Question

$P$ is a point equidistant from two lines $l$ and $m$ intersecting at point $A$. Show that the line $AP$ bisects the angle between them.

Answer 1

Hint: Notice that there are two right angled triangles in the diagram, $ABP$ and $ACP$. Start the solution by trying to prove that both are congruent to each other. For doing that you can use the HL(Hypotenuse-Leg) hypothesis. Once you have done that, you can easily show that $\angle BAP = \angle PAC$.

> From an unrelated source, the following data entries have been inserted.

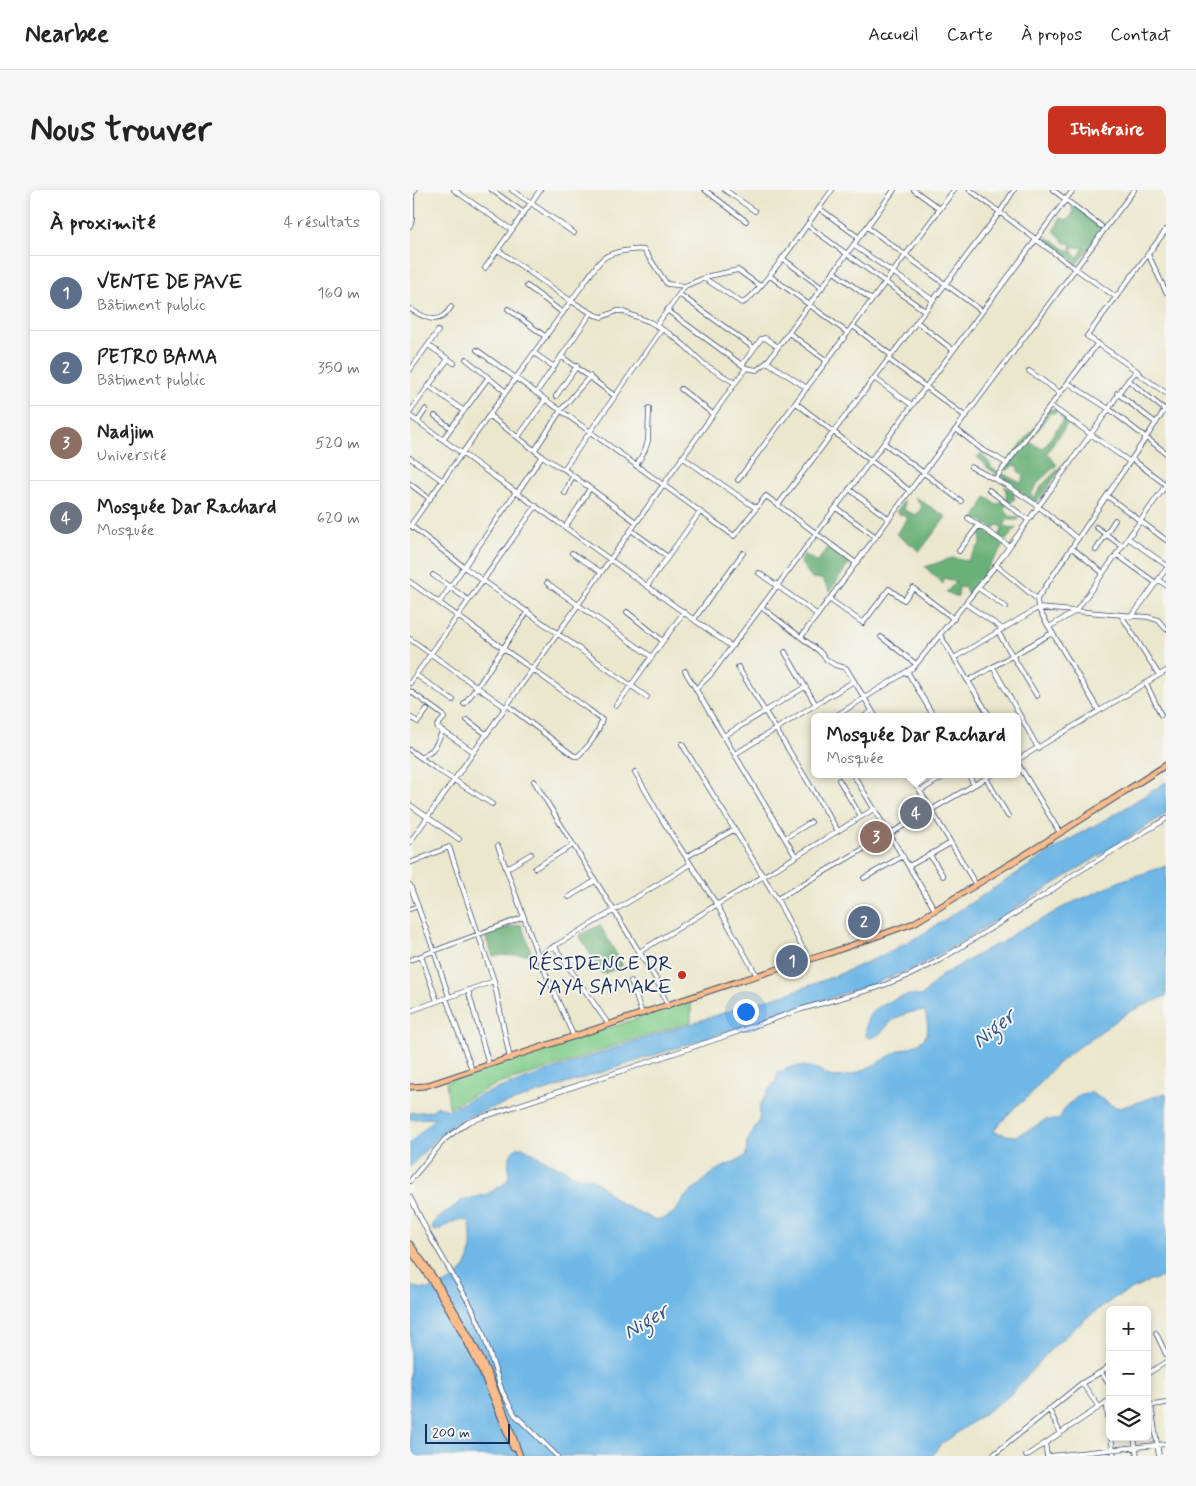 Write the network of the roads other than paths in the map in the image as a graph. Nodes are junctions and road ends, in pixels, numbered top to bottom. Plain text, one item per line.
1 (415, 190) edge
2 (454, 190) edge
3 (492, 190) edge
4 (512, 190) edge
5 (540, 190) edge
6 (725, 190) edge
7 (832, 190) edge
8 (893, 190) edge
9 (914, 190) edge
10 (954, 190) edge
11 (970, 190) edge
12 (1014, 190) edge
13 (1053, 190) edge
14 (1073, 190) edge
15 (1134, 190) edge
16 (708, 191) edge
17 (1066, 200) junction
18 (531, 203) junction
19 (819, 208) junction
20 (940, 209) junction
21 (755, 211) dead end
22 (1000, 212) junction
23 (524, 213) junction
24 (746, 221) dead end
25 (807, 225) junction
26 (410, 226) edge
27 (1101, 226) dead end
28 (866, 227) junction
29 (512, 230) junction
30 (1166, 230) edge
31 (574, 233) dead end
32 (858, 237) junction
33 (1036, 239) junction
34 (853, 245) junction
35 (498, 250) junction
36 (847, 254) junction
37 (1148, 254) junction
38 (905, 255) junction
39 (782, 258) junction
40 (485, 268) dead end
41 (1075, 268) junction
42 (834, 272) junction
43 (893, 272) junction
44 (770, 276) junction
45 (704, 278) junction
46 (886, 282) junction
47 (945, 284) junction
48 (527, 286) dead end
49 (685, 286) junction
50 (760, 286) junction
51 (822, 288) junction
52 (1166, 292) edge
53 (679, 294) junction
54 (1116, 297) junction
55 (872, 300) junction
56 (933, 300) junction
57 (571, 301) junction
58 (810, 305) junction
59 (451, 307) dead end
60 (410, 309) edge
61 (508, 309) dead end
62 (668, 310) junction
63 (925, 311) junction
64 (982, 311) junction
65 (563, 312) junction
66 (591, 313) junction
67 (916, 322) junction
68 (656, 326) junction
69 (853, 326) junction
70 (662, 329) junction
71 (438, 331) dead end
72 (789, 333) junction
73 (848, 333) junction
74 (546, 337) junction
75 (1098, 344) junction
76 (428, 345) junction
77 (778, 347) junction
78 (754, 348) junction
79 (476, 350) dead end
80 (954, 350) junction
81 (534, 353) junction
82 (891, 355) junction
83 (561, 356) junction
84 (448, 359) junction
85 (466, 359) dead end
86 (888, 360) junction
87 (827, 361) junction
88 (767, 362) junction
89 (454, 363) dead end
90 (577, 366) junction
91 (744, 366) junction
92 (554, 367) junction
93 (410, 370) edge
94 (1029, 371) dead end
95 (1138, 371) junction
96 (590, 376) junction
97 (488, 378) junction
98 (874, 378) junction
99 (516, 379) junction
100 (1128, 380) junction
101 (735, 383) junction
102 (1068, 383) junction
103 (429, 386) junction
104 (926, 387) junction
105 (807, 388) junction
106 (682, 389) dead end
107 (506, 392) junction
108 (536, 393) junction
109 (1060, 393) junction
110 (1118, 393) junction
111 (1166, 393) edge
112 (556, 396) dead end
113 (616, 396) junction
114 (410, 400) edge
115 (545, 400) junction
116 (796, 403) junction
117 (415, 404) junction
118 (912, 405) junction
119 (1051, 406) junction
120 (649, 408) dead end
121 (426, 409) dead end
122 (1108, 409) junction
123 (1165, 409) edge
124 (561, 410) junction
125 (464, 411) junction
126 (410, 414) edge
127 (713, 414) junction
128 (435, 416) dead end
129 (490, 416) junction
130 (965, 416) junction
131 (418, 422) junction
132 (1156, 423) junction
133 (451, 428) junction
134 (956, 429) junction
135 (589, 432) junction
136 (833, 432) junction
137 (1090, 434) junction
138 (518, 437) junction
139 (1146, 438) junction
140 (443, 439) junction
141 (884, 443) junction
142 (535, 450) junction
143 (1166, 453) edge
144 (463, 454) junction
145 (542, 456) junction
146 (682, 457) junction
147 (410, 458) edge
148 (1131, 460) junction
149 (871, 461) junction
150 (1006, 464) junction
151 (636, 466) junction
152 (970, 467) dead end
153 (564, 469) junction
154 (923, 473) junction
155 (573, 476) junction
156 (995, 479) junction
157 (738, 480) dead end
158 (443, 481) junction
159 (410, 484) edge
160 (662, 485) junction
161 (1166, 485) edge
162 (590, 488) junction
163 (849, 489) junction
164 (989, 490) dead end
165 (910, 491) junction
166 (516, 492) junction
167 (564, 493) dead end
168 (1107, 496) junction
169 (430, 498) junction
170 (961, 501) dead end
171 (778, 505) junction
172 (536, 506) junction
173 (1038, 506) junction
174 (756, 508) junction
175 (836, 508) junction
176 (700, 512) junction
177 (968, 518) dead end
178 (889, 519) junction
179 (1028, 520) junction
180 (1115, 520) dead end
181 (636, 522) junction
182 (1140, 522) junction
183 (979, 525) junction
184 (410, 526) edge
185 (565, 527) junction
186 (1096, 527) dead end
187 (631, 530) junction
188 (816, 534) junction
189 (1106, 534) junction
190 (876, 537) junction
191 (1128, 538) junction
192 (1078, 539) junction
193 (1166, 540) edge
194 (1009, 546) junction
195 (1122, 546) junction
196 (1072, 548) junction
197 (1096, 550) dead end
198 (959, 551) dead end
199 (572, 553) dead end
200 (743, 553) dead end
201 (1116, 554) junction
202 (668, 557) junction
203 (610, 559) junction
204 (856, 563) junction
205 (996, 565) junction
206 (1166, 565) edge
207 (464, 567) junction
208 (1166, 569) edge
209 (601, 572) junction
210 (1103, 572) junction
211 (760, 573) dead end
212 (433, 576) dead end
213 (484, 580) junction
214 (410, 582) edge
215 (1157, 582) junction
216 (547, 583) dead end
217 (1166, 585) edge
218 (647, 586) junction
219 (777, 586) junction
220 (449, 588) junction
221 (978, 588) junction
222 (829, 599) junction
223 (1037, 599) junction
224 (468, 600) junction
225 (439, 603) junction
226 (966, 604) junction
227 (578, 605) junction
228 (761, 607) junction
229 (1006, 607) dead end
230 (1038, 608) junction
231 (528, 611) junction
232 (1076, 611) junction
233 (627, 612) dead end
234 (684, 612) junction
235 (818, 615) junction
236 (1121, 615) junction
237 (458, 616) junction
238 (1133, 616) junction
239 (694, 619) junction
240 (954, 619) junction
241 (1049, 627) junction
242 (1166, 629) edge
243 (1003, 630) junction
244 (998, 632) junction
245 (558, 633) junction
246 (1052, 633) junction
247 (940, 636) junction
248 (801, 637) junction
249 (882, 637) dead end
250 (410, 639) edge
251 (663, 641) junction
252 (732, 647) junction
253 (503, 649) junction
254 (785, 652) dead end
255 (431, 654) junction
256 (652, 656) junction
257 (1012, 656) junction
258 (954, 658) junction
259 (916, 664) junction
260 (738, 667) dead end
261 (993, 667) junction
262 (532, 669) junction
263 (685, 671) dead end
264 (907, 671) junction
265 (1166, 671) edge
266 (416, 675) junction
267 (1159, 675) junction
268 (854, 681) junction
269 (968, 681) junction
270 (410, 683) edge
271 (1146, 683) junction
272 (631, 685) junction
273 (478, 686) junction
274 (805, 687) junction
275 (696, 689) junction
276 (410, 691) edge
277 (1037, 696) dead end
278 (648, 697) dead end
279 (864, 698) junction
280 (452, 700) dead end
281 (464, 704) dead end
282 (816, 705) junction
283 (506, 706) junction
284 (616, 706) dead end
285 (427, 710) dead end
286 (765, 711) junction
287 (872, 711) joint
288 (1099, 711) junction
289 (840, 713) edge
290 (869, 713) edge
291 (932, 713) edge
292 (988, 713) edge
293 (1019, 713) edge
294 (1162, 715) dead end
295 (410, 717) edge
296 (1021, 717) edge
297 (467, 720) dead end
298 (776, 729) junction
299 (443, 731) junction
300 (486, 734) junction
301 (724, 736) junction
302 (682, 744) dead end
303 (1038, 748) junction
304 (410, 750) edge
305 (474, 752) junction
306 (735, 754) junction
307 (420, 757) junction
308 (1021, 759) edge
309 (1166, 765) edge
310 (1021, 768) edge
311 (635, 772) dead end
312 (855, 778) edge
313 (912, 778) edge
314 (941, 778) edge
315 (970, 778) edge
316 (986, 778) joint
317 (454, 780) junction
318 (839, 780) dead end
319 (534, 782) dead end
320 (974, 785) junction
321 (920, 791) junction
322 (492, 804) dead end
323 (410, 805) edge
324 (874, 809) junction
325 (931, 810) junction
326 (1008, 816) dead end
327 (427, 817) junction
328 (861, 818) junction
329 (1166, 819) edge
330 (811, 822) dead end
331 (735, 829) junction
332 (838, 831) junction
333 (1060, 833) junction
334 (889, 834) junction
335 (784, 838) junction
336 (459, 839) dead end
337 (410, 842) edge
338 (951, 844) junction
339 (573, 845) junction
340 (498, 846) dead end
341 (531, 854) dead end
342 (930, 855) junction
343 (902, 856) junction
344 (686, 857) junction
345 (796, 857) junction
346 (410, 863) edge
347 (690, 864) junction
348 (909, 866) junction
349 (535, 868) dead end
350 (506, 870) junction
351 (943, 876) dead end
352 (763, 877) junction
353 (864, 878) dead end
354 (595, 881) junction
355 (410, 885) edge
356 (976, 885) junction
357 (569, 896) dead end
358 (777, 899) junction
359 (717, 905) junction
360 (418, 906) junction
361 (410, 909) edge
362 (935, 910) junction
363 (614, 911) junction
364 (524, 917) junction
365 (478, 934) junction
366 (554, 946) junction
367 (434, 951) junction
368 (639, 952) junction
369 (421, 956) junction
370 (538, 956) junction
371 (410, 960) edge
372 (809, 960) junction
373 (757, 976) junction
374 (494, 981) junction
375 (631, 981) dead end
376 (468, 990) junction
377 (448, 997) junction
378 (437, 1001) junction
379 (668, 1006) junction
380 (410, 1011) edge
381 (642, 1014) junction
382 (609, 1025) junction
383 (574, 1036) junction
384 (510, 1058) junction
385 (489, 1065) junction
386 (472, 1070) junction
387 (410, 1086) edge
388 (410, 1181) edge
389 (410, 1197) edge
390 (410, 1244) edge
391 (410, 1250) edge
392 (1156, 1333) dead end
393 (1166, 1354) edge
394 (1166, 1362) edge
395 (1106, 1368) edge
396 (1102, 1372) junction
397 (1151, 1372) edge
398 (1106, 1379) edge
399 (1082, 1383) junction
400 (1106, 1402) edge
401 (1166, 1403) edge
402 (1151, 1405) edge
403 (1099, 1407) junction
404 (1049, 1409) junction
405 (1151, 1415) edge
406 (1060, 1433) junction
407 (1112, 1441) edge
408 (1134, 1441) edge
409 (1045, 1443) junction
410 (1166, 1444) edge
411 (1157, 1445) junction
412 (1135, 1447) junction
413 (1001, 1449) junction
414 (1113, 1450) junction
415 (1091, 1454) edge
416 (1070, 1455) edge
417 (518, 1456) edge
418 (557, 1456) edge
419 (992, 1456) edge
420 (1002, 1456) edge
421 (1026, 1456) edge
422 (1048, 1456) edge
423 (1114, 1456) edge
424 (1137, 1456) edge
425 (1159, 1456) edge

1 - 26 street
2 - 29 street
3 - 23 street
4 - 18 street
5 - 18 street
6 - 21 street
7 - 19 street
8 - 28 street
9 - 20 street
10 - 20 street
11 - 22 street
12 - 22 street
13 - 17 street
14 - 17 street
15 - 41 street
16 - 24 street
17 - 27 street
17 - 33 street
18 - 23 street
18 - 31 street
19 - 25 street
19 - 32 street
20 - 38 street
22 - 33 street
22 - 47 street
23 - 29 street
25 - 36 street
25 - 39 street
28 - 32 street
28 - 38 street
29 - 35 street
30 - 37 street
32 - 34 street
33 - 41 street
33 - 64 street
34 - 36 street
34 - 43 street
35 - 40 street
35 - 57 street
36 - 42 street
36 - 46 street
37 - 52 street
37 - 54 street
38 - 43 street
38 - 47 street
39 - 44 street
39 - 51 street
41 - 54 street
41 - 130 street
42 - 51 street
42 - 55 street
43 - 46 street
43 - 56 street
44 - 50 street
44 - 58 street
45 - 49 street
45 - 50 street
45 - 50 street
46 - 55 street
46 - 63 street
47 - 56 street
47 - 64 street
48 - 65 street
49 - 53 street
49 - 57 street
51 - 58 street
53 - 62 street
53 - 78 street
54 - 75 street
55 - 69 street
56 - 63 street
57 - 65 street
57 - 66 street
58 - 72 street
58 - 73 street
59 - 60 street
61 - 74 street
62 - 68 street
62 - 91 street
63 - 67 street
64 - 80 street
65 - 74 street
66 - 68 street
66 - 83 street
67 - 80 street
67 - 82 street
68 - 70 street
69 - 73 street
69 - 82 street
70 - 101 street
70 - 113 street
71 - 76 street
72 - 77 street
72 - 87 street
73 - 87 street
74 - 81 street
75 - 95 street
75 - 102 street
76 - 84 street
76 - 93 street
77 - 78 street
77 - 88 street
78 - 91 street
79 - 99 street
80 - 104 street
81 - 92 street
81 - 99 street
82 - 86 street
83 - 90 street
83 - 92 street
84 - 89 street
84 - 103 street
85 - 97 street
86 - 98 street
86 - 104 street
87 - 105 street
88 - 91 street
88 - 105 street
90 - 96 street
90 - 112 street
91 - 101 street
92 - 108 street
94 - 109 street
95 - 100 street
95 - 111 street
96 - 113 street
96 - 124 street
97 - 107 street
97 - 125 street
98 - 118 street
98 - 136 street
99 - 107 street
99 - 108 street
100 - 110 street
100 - 123 street
101 - 127 street
102 - 109 street
102 - 122 street
103 - 117 street
103 - 125 street
104 - 118 street
104 - 130 street
105 - 116 street
106 - 127 street
107 - 129 street
108 - 115 street
109 - 119 street
110 - 122 street
110 - 132 street
113 - 135 street
114 - 117 street
115 - 124 street
115 - 138 street
116 - 136 street
116 - 157 street
117 - 126 street
118 - 141 street
119 - 137 street
119 - 150 street
120 - 151 street
121 - 131 street
122 - 137 street
122 - 139 street
123 - 132 street
124 - 135 street
124 - 142 street
125 - 133 street
126 - 131 street
127 - 146 street
128 - 133 street
129 - 138 street
129 - 144 street
130 - 134 street
131 - 140 street
132 - 139 street
133 - 140 street
134 - 150 street
134 - 154 street
135 - 151 street
135 - 153 street
136 - 149 street
136 - 171 street
137 - 148 street
137 - 173 street
138 - 142 street
139 - 143 street
139 - 148 street
140 - 144 street
141 - 149 street
141 - 154 street
142 - 145 street
144 - 158 street
144 - 166 street
145 - 153 street
145 - 166 street
146 - 160 street
146 - 174 street
147 - 158 street
148 - 161 street
148 - 168 street
149 - 163 street
149 - 165 street
150 - 156 street
151 - 160 street
152 - 156 street
153 - 155 street
154 - 165 street
154 - 170 street
155 - 162 street
155 - 167 street
156 - 173 street
158 - 169 street
159 - 169 street
160 - 176 street
160 - 181 street
161 - 182 street
162 - 181 street
162 - 185 street
163 - 175 street
163 - 178 street
164 - 179 street
165 - 178 street
166 - 172 street
166 - 207 street
168 - 182 street
168 - 192 street
169 - 184 street
171 - 174 street
171 - 188 street
172 - 185 street
172 - 213 street
173 - 179 street
173 - 192 street
174 - 176 street
175 - 188 street
175 - 190 street
176 - 202 street
177 - 183 street
178 - 190 street
179 - 194 street
180 - 189 street
181 - 187 street
182 - 191 street
182 - 193 street
183 - 194 street
183 - 198 street
184 - 207 street
185 - 203 street
186 - 189 street
187 - 202 street
187 - 203 street
188 - 204 street
188 - 219 street
189 - 195 street
189 - 197 street
190 - 204 street
191 - 195 street
191 - 206 street
192 - 196 street
194 - 205 street
195 - 201 street
196 - 210 street
196 - 223 street
199 - 209 street
200 - 239 street
201 - 210 street
201 - 215 street
202 - 218 street
203 - 209 street
203 - 218 street
204 - 222 street
205 - 221 street
205 - 223 street
207 - 213 street
207 - 220 street
208 - 215 street
209 - 227 street
210 - 232 street
211 - 219 street
212 - 220 street
213 - 224 street
213 - 231 street
214 - 225 street
215 - 217 street
215 - 238 street
216 - 227 street
218 - 234 street
219 - 228 street
219 - 235 street
220 - 224 street
220 - 225 street
221 - 226 street
221 - 229 street
222 - 235 street
222 - 240 street
223 - 230 street
224 - 237 street
225 - 237 street
226 - 240 street
226 - 243 street
227 - 245 street
227 - 256 street
228 - 248 street
228 - 252 street
230 - 232 street
230 - 241 street
230 - 243 street
231 - 245 street
231 - 253 street
232 - 236 street
232 - 241 street
233 - 251 street
234 - 239 street
234 - 251 street
235 - 248 street
236 - 238 street
236 - 267 street
237 - 253 street
237 - 255 street
238 - 242 street
239 - 252 street
240 - 247 street
241 - 246 street
243 - 244 street
244 - 257 street
244 - 258 street
245 - 262 street
245 - 272 street
246 - 257 street
246 - 288 street
247 - 258 street
247 - 259 street
248 - 268 street
249 - 259 street
250 - 255 street
251 - 256 street
252 - 275 street
253 - 262 street
253 - 273 street
254 - 274 street
255 - 266 street
255 - 273 street
256 - 272 street
257 - 261 street
257 - 277 street
258 - 269 street
259 - 264 street
260 - 286 street
261 - 269 street
261 - 293 street
262 - 283 street
262 - 283 street
263 - 275 street
264 - 279 street
264 - 291 street
265 - 267 street
266 - 270 street
266 - 280 street
267 - 271 street
268 - 279 street
268 - 282 street
269 - 292 street
271 - 288 street
271 - 294 street
272 - 278 street
272 - 284 street
273 - 281 street
273 - 283 street
274 - 282 street
274 - 286 street
275 - 301 street
276 - 299 street
279 - 287 street
279 - 289 street
282 - 298 street
283 - 300 street
285 - 295 street
286 - 298 street
286 - 301 street
287 - 290 street
288 - 303 street
296 - 303 street
297 - 300 street
298 - 306 street
298 - 332 street
299 - 305 street
299 - 307 street
300 - 305 street
301 - 306 street
302 - 331 street
303 - 308 street
304 - 307 street
305 - 317 street
306 - 335 street
307 - 317 street
309 - 333 main road
310 - 333 street
311 - 344 street
312 - 324 street
313 - 321 street
314 - 321 street
315 - 320 street
316 - 320 street
316 - 326 street
317 - 322 street
317 - 327 street
318 - 328 street
319 - 339 street
320 - 325 street
321 - 325 street
323 - 327 street
324 - 328 street
324 - 334 street
325 - 334 street
325 - 338 street
327 - 336 street
327 - 337 street
328 - 332 street
329 - 388 street
330 - 335 street
331 - 344 street
331 - 352 street
332 - 345 street
333 - 356 main road
334 - 343 street
334 - 358 street
335 - 345 street
338 - 342 street
338 - 356 street
339 - 349 street
339 - 354 street
340 - 350 street
341 - 350 street
342 - 348 street
342 - 351 street
343 - 348 street
343 - 353 street
344 - 347 street
345 - 352 street
346 - 365 street
347 - 359 street
347 - 363 street
348 - 362 street
350 - 364 street
352 - 358 street
352 - 359 street
354 - 357 street
354 - 363 street
355 - 360 street
356 - 362 main road
358 - 372 street
359 - 368 street
359 - 373 street
360 - 361 street
360 - 367 street
362 - 372 main road
363 - 366 street
363 - 368 street
364 - 365 street
364 - 370 street
365 - 367 street
365 - 374 street
366 - 370 street
366 - 382 street
367 - 369 street
367 - 377 street
368 - 379 street
369 - 371 street
369 - 378 street
370 - 383 street
372 - 373 main road
373 - 379 main road
374 - 376 street
374 - 384 street
375 - 381 street
376 - 377 street
376 - 385 street
377 - 378 street
377 - 386 street
378 - 380 street
379 - 381 main road
381 - 382 main road
382 - 383 main road
383 - 384 main road
384 - 385 main road
385 - 386 main road
386 - 387 main road
389 - 418 street
390 - 417 main road
391 - 417 main road
392 - 393 street
394 - 397 street
395 - 396 street
396 - 398 street
396 - 399 street
399 - 403 street
399 - 404 street
400 - 403 street
401 - 402 street
403 - 406 street
404 - 406 street
404 - 413 street
405 - 411 street
406 - 409 street
407 - 414 street
408 - 412 street
409 - 421 street
409 - 422 street
410 - 411 street
411 - 412 street
411 - 425 street
412 - 414 street
412 - 424 street
413 - 419 street
413 - 420 street
414 - 415 street
414 - 423 street
415 - 416 street
416 - 422 street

Complete step-by-step answer:
We can prove that $AP$ bisects the angle between $l$ and $m$ if we can show that the triangles $ABP$ and $ACP$ are congruent to each other. Notice that both these triangles are right angled triangles. And to prove congruence between two right angled triangles we use the HL(Hypotenuse-Leg) convention which states that that if the length of the hypotenuse and one of the other two legs of two right angled triangles are equal, then they are congruent to each other.
In the figure, it is shown that $AB = AC$. And we can also see that the hypotenuse $AP$ is common to both. That implies that both have the same length hypotenuse. Therefore, these two triangles are congruent by the HL hypothesis.
Now, we know that congruent triangles have equal sides and equal angles. Therefore, $\angle BAP = \angle PAC$ . This proves that $AP$ bisects the angle between $l$ and $m$.

Note: Remember that the HL(Hypotenuse-Leg) hypothesis is applicable only for right angled triangles. To tackle these sorts of problems, always start by proving that the two triangles are congruent. Once that is proven, you can easily show that the angle is bisected by the line because bisection of an angle basically means that we have to prove that the angle on both sides of the line are equal.